Access not within mapped region at address 0x0 Seems to be an attempt to access data on a null pointer. The function in which the error occurs is TrackerWrapper::update_distance_param, which tries to access a pointer to Tracker called model and subsequently a pointer to PositionSolver called solver. I suspect one of these two pointers are null for some reason. Can you confirm all the models are on the /usr/share/aitrack/models directory? It should contain the following files:

detection.onnx
lm_b.onnx
lm_f.onnx
lm_m.onnx

I ask this because the Tracker class constructor depends on the existence of these files. There is also a log at ~/.local/share/aitrack/log.txt. There could be some sort of clue there. You could also debug the application, are you familiar with debugging tools such as gdb?

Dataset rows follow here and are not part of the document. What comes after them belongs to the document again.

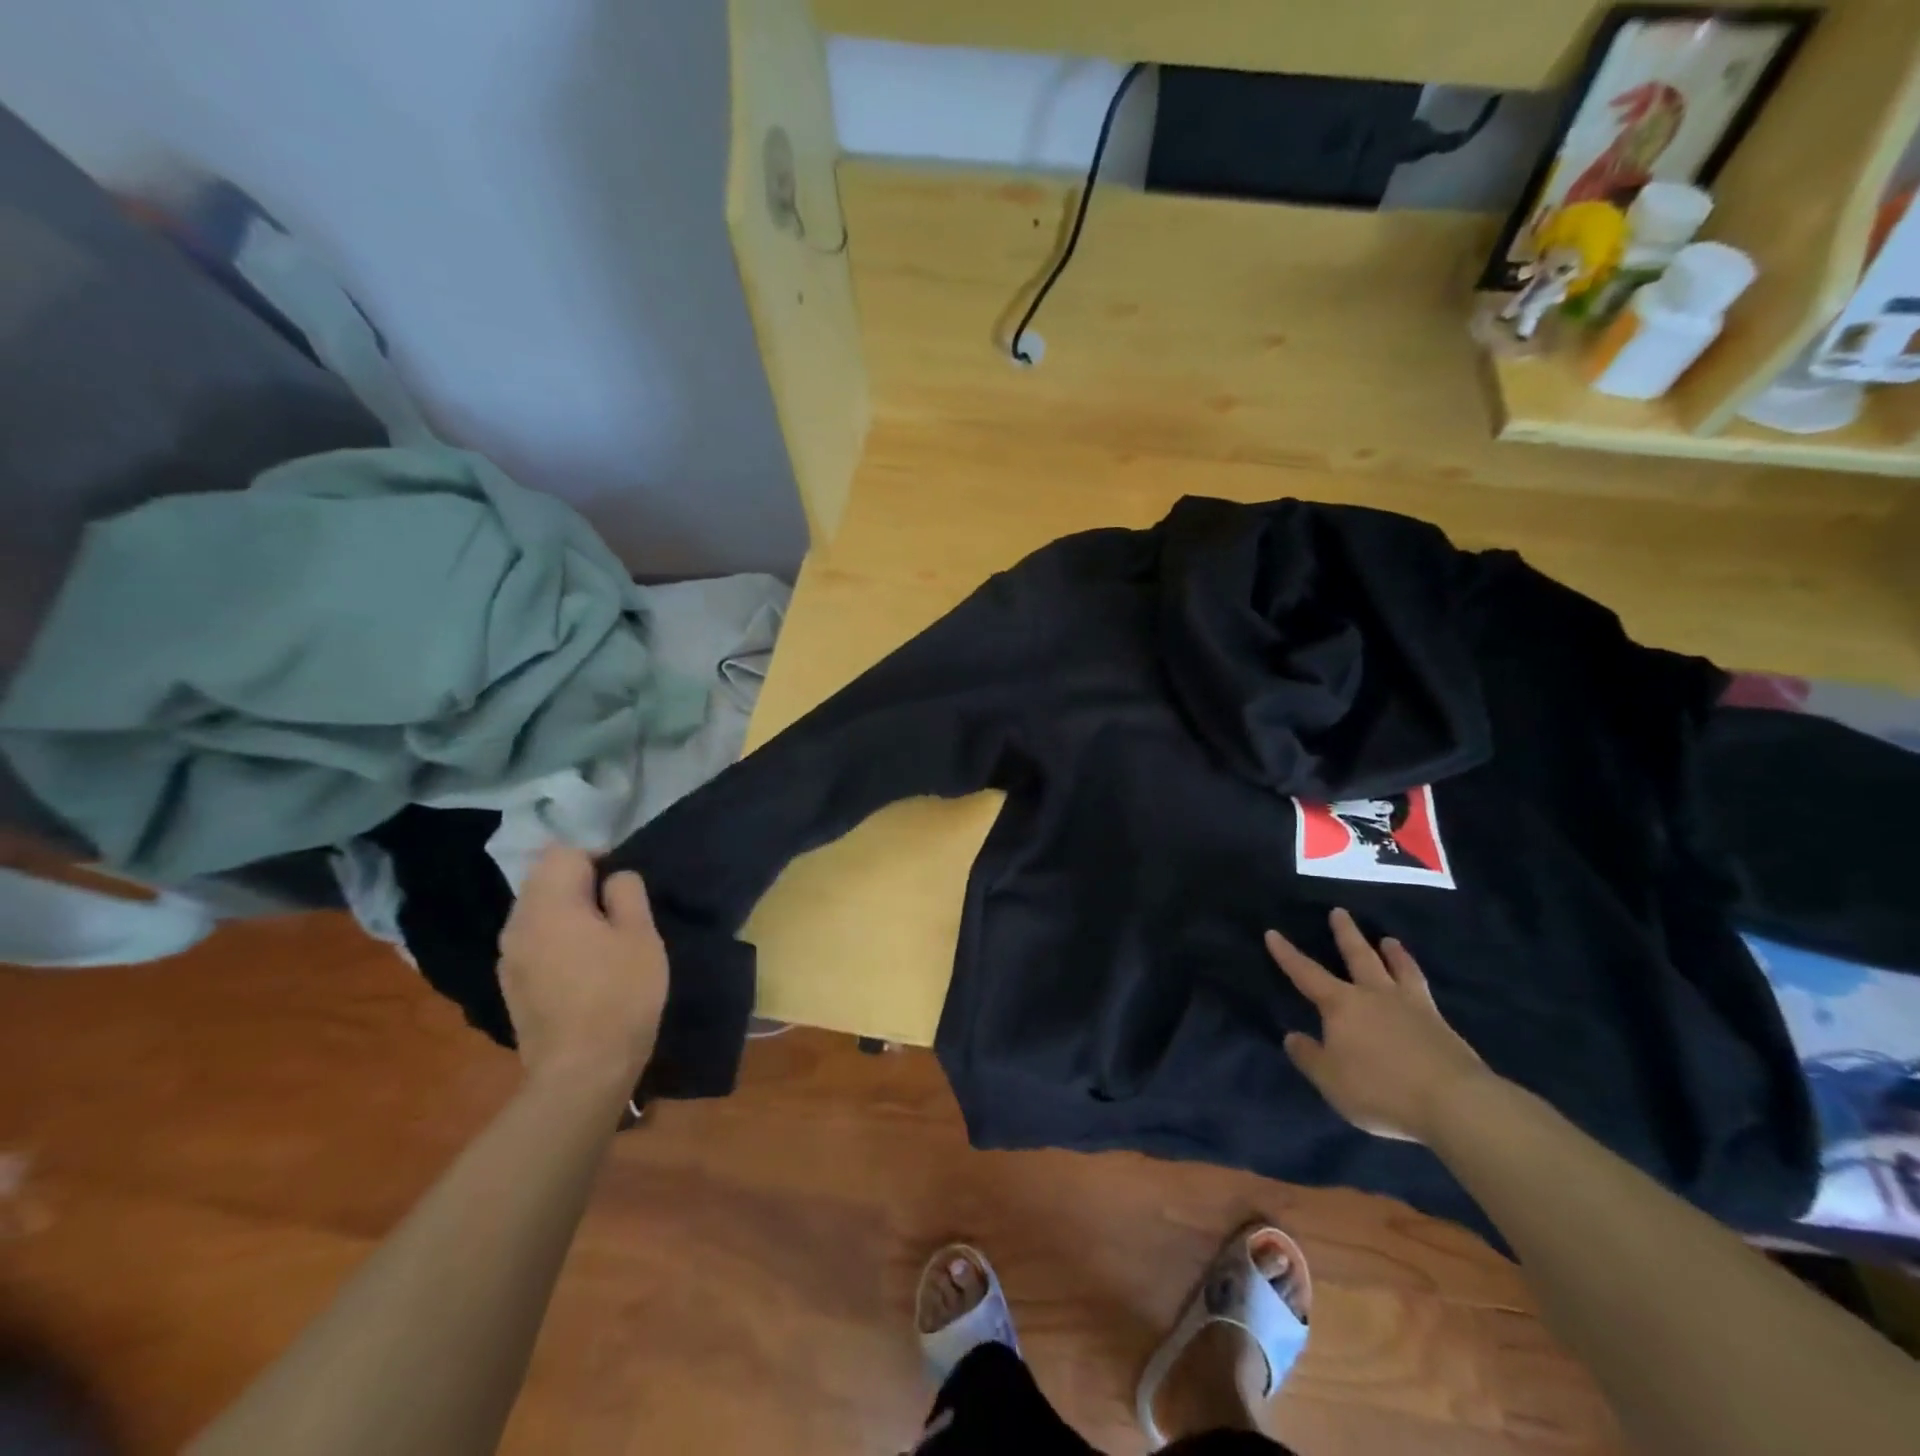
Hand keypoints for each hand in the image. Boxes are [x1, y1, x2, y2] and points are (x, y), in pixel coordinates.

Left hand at [497, 846, 669, 1092]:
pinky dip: (554, 939)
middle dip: (579, 883)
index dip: (597, 857)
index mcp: (549, 904)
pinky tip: (581, 967)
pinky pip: (532, 941)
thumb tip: (614, 878)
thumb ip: (627, 892)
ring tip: (600, 938)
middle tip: (616, 910)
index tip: (623, 885)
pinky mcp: (510, 985)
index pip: (563, 853)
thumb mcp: (641, 935)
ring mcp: (508, 957)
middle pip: (543, 879)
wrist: (582, 1070)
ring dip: (565, 912)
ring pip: (536, 911)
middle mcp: (517, 923)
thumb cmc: (621, 994)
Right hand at [1265, 908, 1494, 1144]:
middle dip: (1346, 934)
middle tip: (1340, 912)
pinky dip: (1416, 979)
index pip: (1306, 973)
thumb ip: (1309, 1057)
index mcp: (1342, 1005)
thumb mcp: (1331, 1080)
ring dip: (1392, 953)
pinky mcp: (1441, 1025)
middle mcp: (1375, 996)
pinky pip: (1423, 990)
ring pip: (1398, 969)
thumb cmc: (1381, 1089)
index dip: (1287, 954)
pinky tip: (1419, 984)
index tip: (1273, 933)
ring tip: (1389, 940)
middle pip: (1358, 956)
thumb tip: (1293, 1036)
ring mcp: (1412, 1007)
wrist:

mattcaron commented 3 years ago

That was the conclusion I came to in the 15 minutes I had to look at it.

All the models are in that directory, however, look at this:

(matt@bluebox) /usr/share/aitrack/models$ ls -l
total 26768
-rw------- 1 root root   568302 Sep 16 16:29 detection.onnx
-rw------- 1 root root 13500226 Sep 16 16:29 lm_b.onnx
-rw------- 1 root root  4842329 Sep 16 16:29 lm_f.onnx
-rw------- 1 root root  8494061 Sep 16 16:29 lm_m.onnx

Bet that has something to do with it...

(matt@bluebox) /usr/share/aitrack/models$ sudo chmod a+r *

and it's sorted - works great now.

It's always the foolish permissions. Sorry for the trouble.

If I have a chance, I'll try and improve this so that it complains properly rather than crashing.

For what it's worth, here's my resume: https://www.mattcaron.net/resume/

I'm not unskilled, just busy.

Thanks for your help.